La reina Rania de Jordania peregrina a La Meca

'Aquí estoy, Señor', oró la Soberana

La reina Rania, una más entre los millones de musulmanes que llegan a La Meca desde todas las partes del mundo, viajó hasta la capital religiosa del Islam para emprender el rito del Umrah (la peregrinación menor) durante una breve visita a Arabia Saudí donde ella participó en el Foro Económico de Jeddah.

A diferencia del Hadj, la peregrinación anual que constituye uno de los cinco deberes que como musulmana ha de cumplir a lo largo de su vida (el Islam se sustenta en cinco pilares: la profesión de fe, la oración, la limosna, el ayuno y la peregrinación a La Meca), el Umrah no es obligatorio, sino "altamente recomendable" y se puede realizar en cualquier momento del año.

Un rito, "altamente recomendable"
La Soberana inició su estancia en los lugares sagrados con una visita a la Mezquita de Medina, a unos 600 kilómetros de La Meca, donde está enterrado el profeta Mahoma. Después viajó hasta el reino wahabí para comenzar su peregrinación dando siete vueltas alrededor de la Kaaba, un edificio cúbico -representa un trozo de paraíso celestial- cuya primera piedra, según el Islam, fue colocada por Adán y construido por Abraham. (La Kaaba, donde está la "piedra negra" es el lugar hacia donde los musulmanes de todo el mundo dirigen sus cinco plegarias diarias). Y, a continuación, emprendió el tránsito o, lo que es lo mismo, los siete recorridos entre la colina de Safa y la colina de Marwa.
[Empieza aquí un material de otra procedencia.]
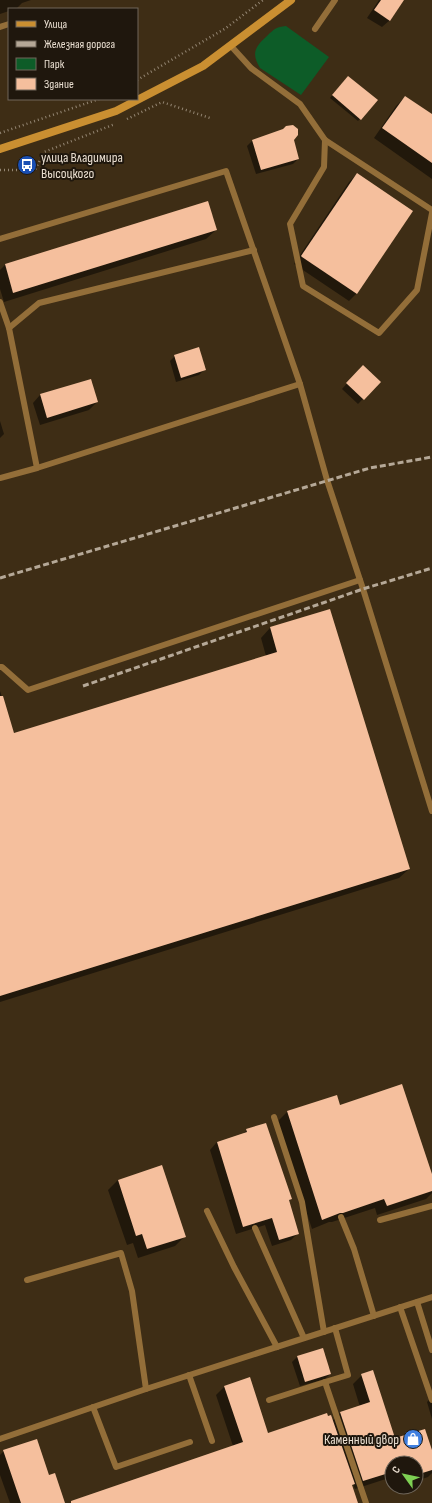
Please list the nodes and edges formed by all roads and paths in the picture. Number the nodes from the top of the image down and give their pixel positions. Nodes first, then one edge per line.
1 (264, 0) edge
2 (291, 0) edge
3 (335, 0) edge
4 (315, 29) dead end
5 (231, 46) junction
6 (138, 79) edge
7 (138, 99) edge
8 (96, 100) edge
9 (136, 100) edge
10 (210, 118) dead end
11 (122, 121) dead end
12 (115, 124) dead end
13 (0, 133) edge
14 (325, 140) junction
15 (0, 149) edge
16 (0, 170) edge
17 (432, 210) edge
18 (432, 213) edge
19 (0, 239) edge
20 (254, 250) junction
21 (0, 302) edge
22 (9, 328) junction
23 (300, 384) junction
24 (37, 468) junction
25 (0, 478) edge
26 (360, 580) junction
27 (0, 667) edge
28 (432, 811) edge
29 (274, 1117) dead end
30 (432, 1206) edge
31 (207, 1211) dead end
32 (341, 1218) dead end
33 (380, 1220) dead end
34 (255, 1228) dead end
35 (27, 1280) dead end
36 (432, 1297) edge
37 (416, 1302) junction
38 (400, 1307) junction
39 (374, 1316) junction
40 (335, 1328) junction
41 (324, 1332) junction
42 (304, 1338) junction
43 (277, 1347) junction
44 (432, 1350) edge
45 (189, 1375) junction
46 (325, 1382) junction
47 (146, 1389) junction
48 (269, 1400) dead end
49 (432, 1400) edge
50 (93, 1407) junction
51 (0, 1439) edge
52 (212, 1441) dead end
53 (190, 1442) dead end
54 (366, 1503) edge

1 - 6 path
2 - 5 main road
3 - 4 lane
5 - 7 main road
5 - 14 lane
8 - 13 path
9 - 15 main road
10 - 11 path
12 - 16 path
14 - 17 lane
14 - 18 lane
19 - 20 lane
20 - 22 lane
20 - 23 lane
21 - 22 lane
22 - 24 lane
23 - 24 lane
23 - 26 lane
24 - 25 lane
26 - 27 lane
26 - 28 lane
29 - 41 lane
30 - 33 lane
31 - 43 lane
32 - 39 lane
34 - 42 lane
35 - 47 lane
36 - 37 lane
37 - 38 lane
37 - 44 lane
38 - 39 lane
38 - 49 lane
39 - 40 lane
40 - 41 lane
40 - 46 lane
41 - 42 lane
42 - 43 lane
43 - 45 lane
45 - 47 lane
45 - 52 lane
46 - 48 lane
46 - 54 lane
47 - 50 lane
50 - 51 lane
50 - 53 lane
Rania, que vestía de largo y protegiendo su cabeza con el tradicional velo blanco, señal de pureza -actualmente se permite mostrar el rostro y las manos- ha seguido los pasos de su suegro, el rey Hussein, de su esposo, el rey Abdalá, y de todos los antepasados de la familia Hachemita, quienes, además de entroncar su linaje con Hazem (bisabuelo de Mahoma) poseían el titulo de Guardianes de los Sagrados Lugares.

Como muestra de su estado de ihram -protocolo específico e indumentaria que hay que guardar para iniciar la peregrinación-, la reina Rania también lució un velo durante su comparecencia en el Foro Económico de Jeddah. En esta edición -la octava-, la reina Rania instó a la comunidad global a plantar las semillas de la aceptación, el diálogo y la paz para generaciones futuras. "Los ciudadanos de Oriente y Occidente deben estar dispuestos a sentarse juntos para escucharse los unos a los otros, y cada uno de nosotros debemos ser responsables para que ese diálogo se produzca", afirmó.